Saved data entries
┄┄┄┄┄┄┄┄┄┄

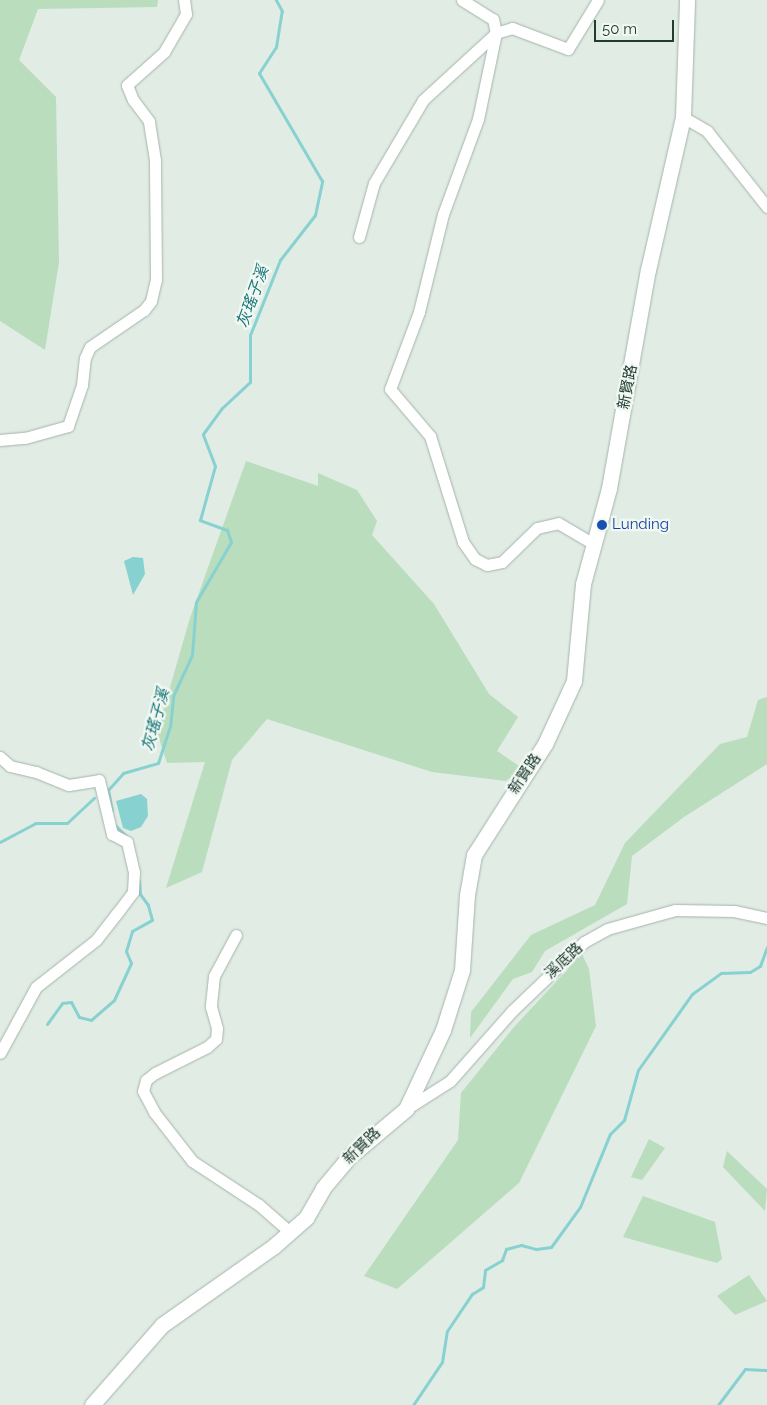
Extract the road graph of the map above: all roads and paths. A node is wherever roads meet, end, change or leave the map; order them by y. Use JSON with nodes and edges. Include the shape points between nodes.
{"nodes":[{"id":1,"x":184,"y":0,"type":"edge"},
{"id":2,"x":462,"y":0,"type":"edge"},
{"id":3,"x":598,"y":0,"type":"edge"},
{"id":4,"x":687,"y":0,"type":"edge"},
{"id":5,"x":496,"y":33,"type":"junction"},
{"id":6,"x":683,"y":117,"type":"junction"},
{"id":7,"x":767,"y":207,"type":"edge"},
{"id":8,"x":359,"y":237,"type":"dead end"},
{"id":9,"x":0,"y":440,"type":"edge"},
{"id":10,"x":594,"y":544,"type":"junction"},
{"id":11,"x":0,"y":757,"type":"edge"},
{"id":12,"x":767,"y":918,"type":"edge"},
{"id":13,"x":236,"y":935,"type":"dead end"},
{"id":14,"x":0,"y":1053,"type":"edge"},
{"id":15,"x":406,"y":1108,"type":"junction"},
{"id":16,"x":290,"y":1232,"type":"junction"},
{"id":17,"x":92,"y":1405,"type":"edge"}],
"edges":[{"from":1,"to":9,"type":"street","via":[[186,14],[164,52],[127,85],[133,100],[149,121],[155,160],[153,248],[156,280],[151,301],[144,310],[90,347],[68,426],[25,438]]},
{"from":2,"to":5,"type":"street","via":[[493,19]]},
{"from":3,"to":5,"type":"street","via":[[568,49],[512,28]]},
{"from":4,"to":6,"type":"street","name":"新賢路"},
{"from":5,"to":8,"type":"street","via":[[423,100],[374,183]]},
{"from":5,"to":10,"type":"street","via":[[478,120],[444,214],[419,312],[390,389],[430,436],[463,542],[475,558],[488,565],[502,562],[537,528],[558,523]]},
{"from":6,"to":7,"type":"street","via":[[707,132]]},
{"from":6,"to":10,"type":"street","name":"新賢路","via":[[648,270],[629,386]]},
{"from":10,"to":15,"type":"street","name":"新賢路","via":[[583,584],[574,681],[545,744],[474,855],[467,895],[462,970],[443,1030]]},
{"from":11,"to":14,"type":"street","via":[[10,766],[69,785],[99,780],[112,834],[127,842],[134,872],[133,892],[118,913],[96,940],[36,987]]},
{"from":12,"to":15,"type":"street","name":"溪底路","via":[[734,911],[675,910],[607,929],[584,942],[512,1011],[450,1081]]},
{"from":13,"to":16,"type":"street","via":[[214,976],[211,1007],[217,1028],[216,1039],[208,1047],[155,1073],[146,1080],[144,1091],[154,1112],[192,1161],[259,1205]]},
{"from":15,"to":16,"type":"street","name":"新賢路","via":[[349,1157],[323,1188],[306,1218]]},
{"from":16,"to":17,"type":"street","name":"新賢路","via":[[162,1325]]}]}
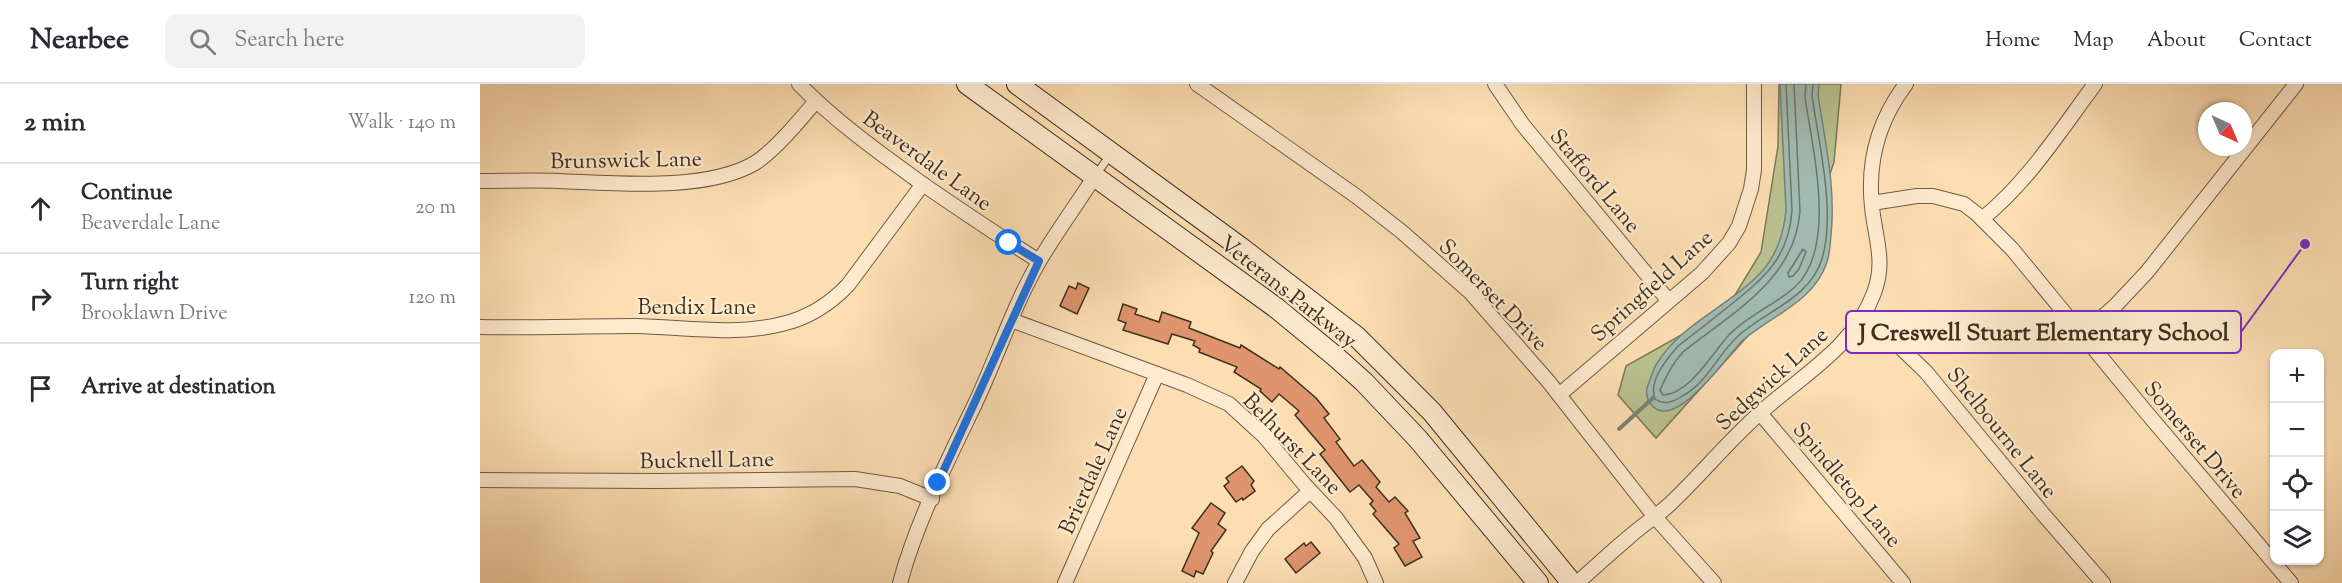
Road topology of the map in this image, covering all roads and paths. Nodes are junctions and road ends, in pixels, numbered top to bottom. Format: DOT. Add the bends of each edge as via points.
graph roads {
  1 [pos="799,84"];
  2 [pos="967,84"];
  3 [pos="1017,84"];
  4 [pos="1197,84"];
  5 [pos="1495,84"];
  6 [pos="1754,84"];
  7 [pos="1906,84"];
  8 [pos="2096,84"];
  9 [pos="2296,84"];
  10 [pos="816,101"];
  11 [pos="1111,154"];
  12 [pos="1095,176"];
  13 [pos="480,181"];
  14 [pos="923,184"];
  15 [pos="1872,203"];
  16 [pos="1982,219"];
  17 [pos="1039,261"];
  18 [pos="1668,300"];
  19 [pos="1011,320"];
  20 [pos="1858,324"];
  21 [pos="480,327"];
  22 [pos="2082,335"];
  23 [pos="1156,374"];
  24 [pos="1559,395"];
  25 [pos="1760,413"];
  26 [pos="480,480"];
  27 [pos="1310,491"];
  28 [pos="932,498"];
  29 [pos="1655,517"];
  30 [pos="900,583"];
  31 [pos="1065,583"];
  32 [pos="1235,583"];
  33 [pos="1376,583"];
  34 [pos="1538,583"];
  35 [pos="1574,583"];
  36 [pos="1714,583"];
  37 [pos="1903,583"];
  38 [pos="2103,583"];
  39 [pos="2291,583"];
  1 -- 10 [label="street, Beaverdale Lane"];
  2 -- 12 [label="main road, Veterans Parkway"];
  3 -- 11 [label="main road, Veterans Parkway"];
  4 -- 24 [label="street, Somerset Drive" via="1349,190 1435,260 1487,310"];
  5 -- 18 [label="street, Stafford Lane" via="1523,125"];
  6 -- 18 [label="street, Springfield Lane" via="1754,170 1746,208 1717,259"];
  7 -- 15 [label="street, Sedgwick Lane" via="1890,106 1874,146"];
  8 -- 16 [label="street" via="2020,183"];
  9 -- 22 [label="street" via="2146,272"];
  10 -- 13 [label="street, Brunswick Lane" via="758,161 714,179"];
  10 -- 14 [label="street, Beaverdale Lane"];
  11 -- 12 [label="lane"];
  11 -- 35 [label="main road, Veterans Parkway" via="1357,337 1432,412"];
  12 -- 17 [label="street"];
  12 -- 34 [label="main road, Veterans Parkway" via="1275,307 1364,382 1444,469"];
  14 -- 17 [label="street, Beaverdale Lane"];
  14 -- 21 [label="street, Bendix Lane" via="848,285 834,300 802,318 743,329"];
  15 -- 16 [label="street, Somerset Drive" via="1933,196 1964,204"];
  15 -- 20 [label="street, Sedgwick Lane" via="1880,251 1878,270 1875,290"];
  16 -- 22 [label="street, Somerset Drive" via="2012,249"];
  17 -- 19 [label="street"];
  18 -- 24 [label="street, Springfield Lane"];
  19 -- 23 [label="street, Belhurst Lane"];
  19 -- 28 [label="street"];
  20 -- 25 [label="street, Sedgwick Lane" via="1828,357"];
  20 -- 38 [label="street, Shelbourne Lane" via="1900,347 1926,372"];
  22 -- 39 [label="street, Somerset Drive"];
  23 -- 27 [label="street, Belhurst Lane" via="1229,404 1264,436"];
  23 -- 31 [label="street, Brierdale Lane"];
  24 -- 29 [label="street, Somerset Drive"];
  25 -- 29 [label="street, Sedgwick Lane"];
  25 -- 37 [label="street, Spindletop Lane"];
  26 -- 28 [label="street, Bucknell Lane" via="855,478 900,486"];
  27 -- 32 [label="street" via="1268,529"];
  27 -- 33 [label="street, Belhurst Lane" via="1353,539"];
  28 -- 30 [label="street"];
  29 -- 35 [label="street, Sedgwick Lane"];
  29 -- 36 [label="street, Somerset Drive"];
}
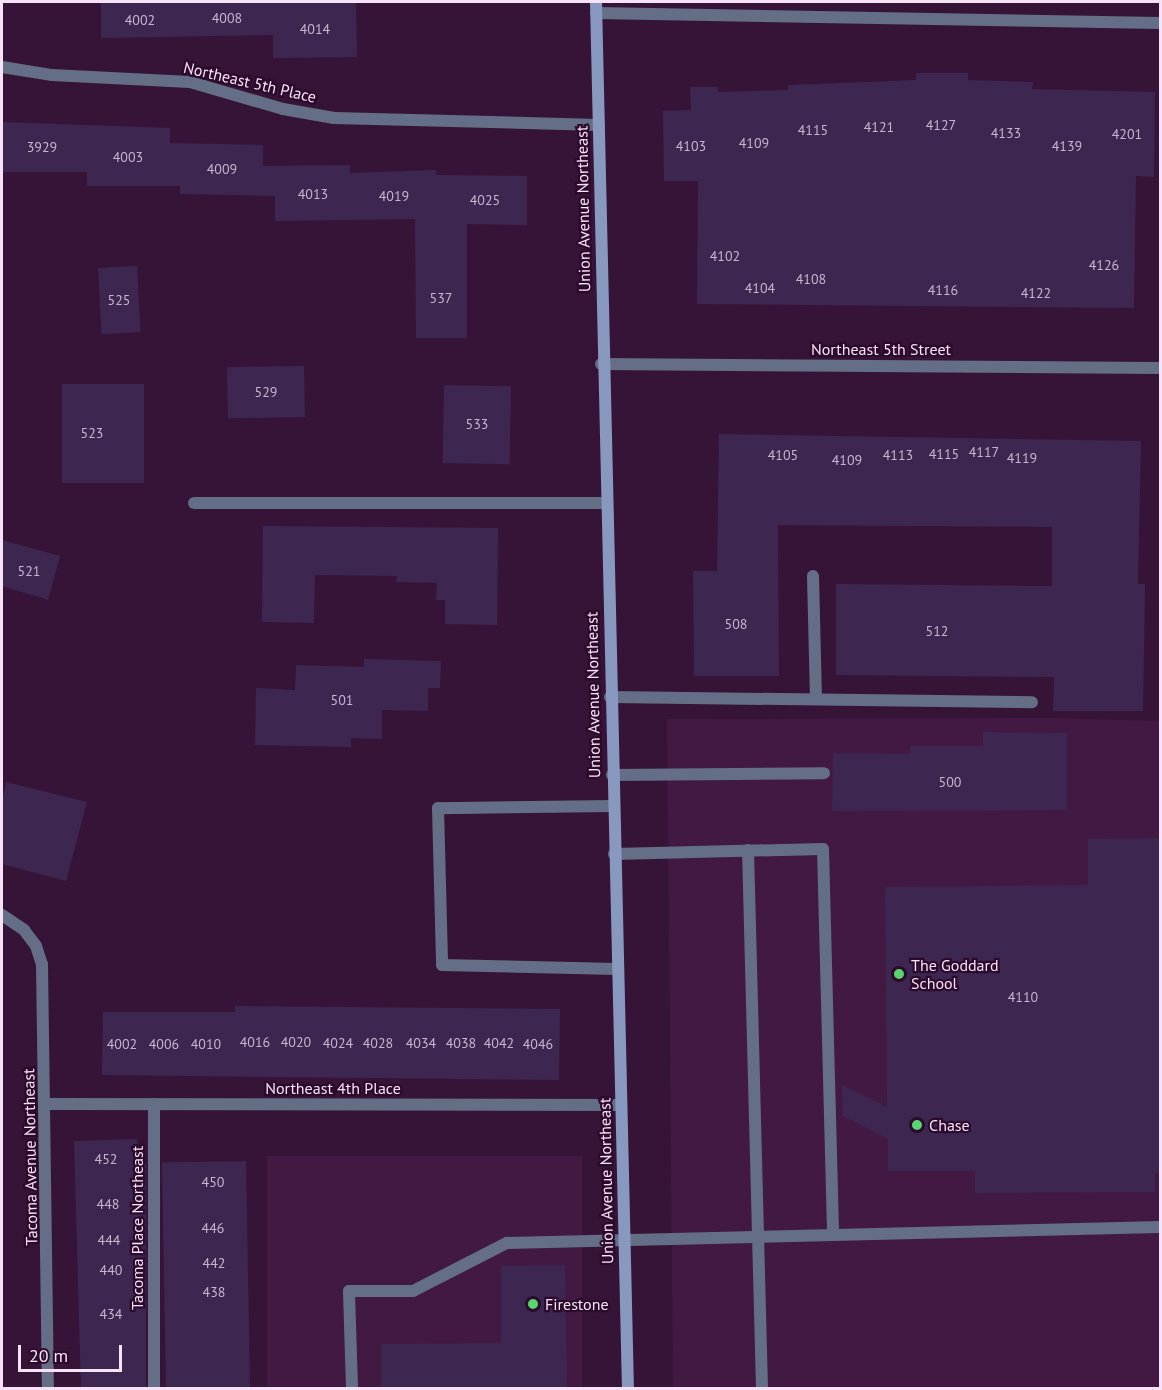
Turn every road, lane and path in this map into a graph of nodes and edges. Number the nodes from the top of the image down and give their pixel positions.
1 (596, 7) edge
2 (1161, 23) edge
3 (2, 67) edge
4 (599, 125) junction
5 (602, 364) junction
6 (1161, 368) edge
7 (194, 503) dead end
8 (605, 503) junction
9 (813, 576) dead end
10 (610, 697) junction
11 (816, 699) junction
12 (1032, 702) dead end
13 (824, 773) dead end
14 (612, 775) junction
15 (613, 806) junction
16 (748, 850) junction
17 (614, 854) junction
18 (2, 915) edge
19 (617, 969) junction
20 (46, 1104) junction
21 (154, 1104) junction
22 (621, 1105) junction
23 (1161, 1227) edge
24 (833, 1235) junction
25 (758, 1237) junction
26 (624, 1240) junction
27 (48, 1389) edge
28 (154, 1389) edge
29 (352, 1389) edge
30 (627, 1389) edge
31 (762, 1389) edge

1 - 2 street
1 - 4 street, Union Avenue Northeast
3 - 4 street, Northeast 5th Place
4 - 5 street, Union Avenue Northeast
5 - 6 street, Northeast 5th Street
5 - 8 street, Union Avenue Northeast
7 - 8 street
8 - 10 street, Union Avenue Northeast
9 - 11 street
10 - 11 street
10 - 14 street, Union Avenue Northeast
11 - 12 street
13 - 14 street
14 - 15 street, Union Avenue Northeast
15 - 17 street, Union Avenue Northeast
15 - 19 street
16 - 17 street
16 - 24 street
16 - 25 street
17 - 19 street, Union Avenue Northeast
18 - 20 street, Tacoma Avenue Northeast
19 - 22 street, Union Avenue Northeast
20 - 21 street, Northeast 4th Place
20 - 27 street, Tacoma Avenue Northeast
21 - 22 street, Northeast 4th Place
21 - 28 street, Tacoma Place Northeast
22 - 26 street, Union Avenue Northeast
23 - 24 street
24 - 25 street
25 - 26 street
25 - 31 street
26 - 29 street
26 - 30 street, Union Avenue Northeast

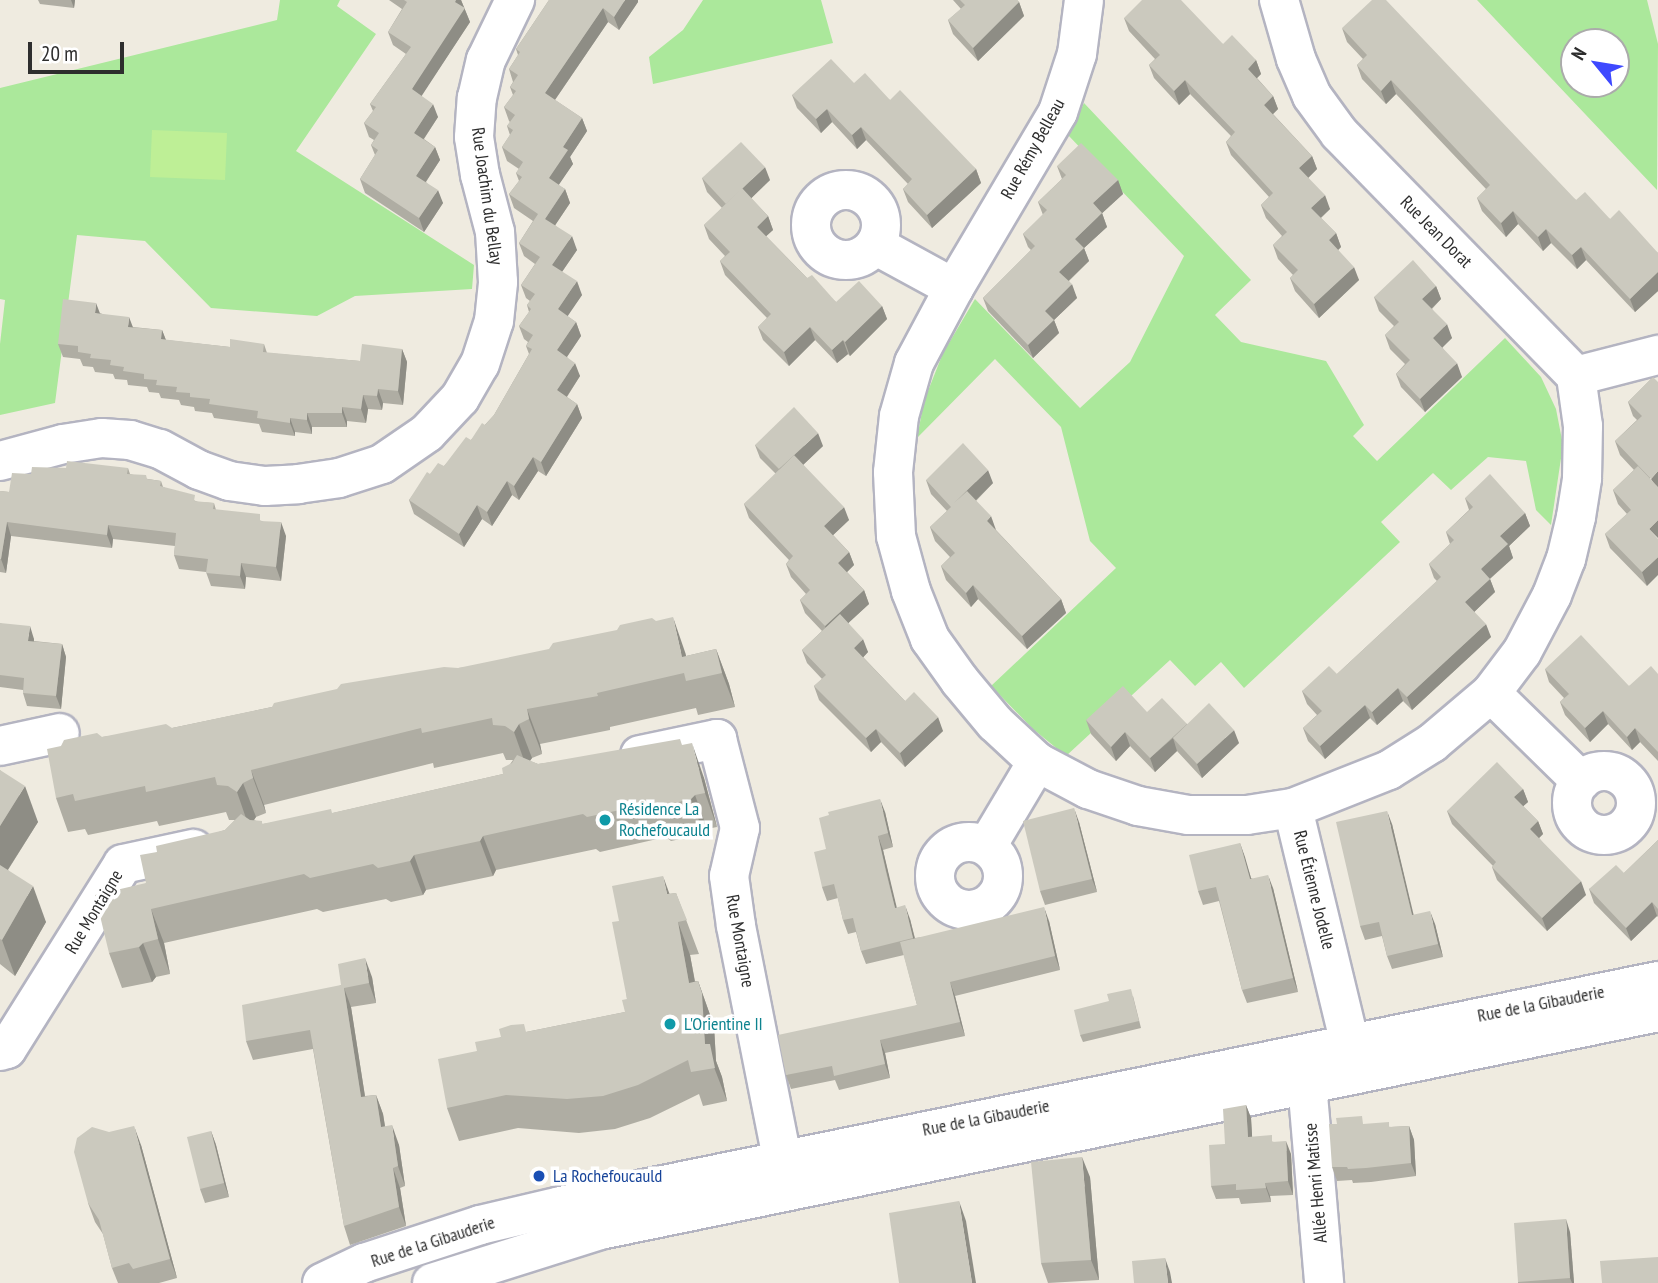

┄┄┄┄┄┄┄┄┄┄

■ Work task:
Every line holding the word "Veterans" should be copied out of the records above.

■ Answer to this problem:
  2 -- 12 [label="main road, Veterans Parkway"];
  3 -- 11 [label="main road, Veterans Parkway"];
  11 -- 35 [label="main road, Veterans Parkway" via="1357,337 1432,412"];
  12 -- 34 [label="main road, Veterans Parkway" via="1275,307 1364,382 1444,469"];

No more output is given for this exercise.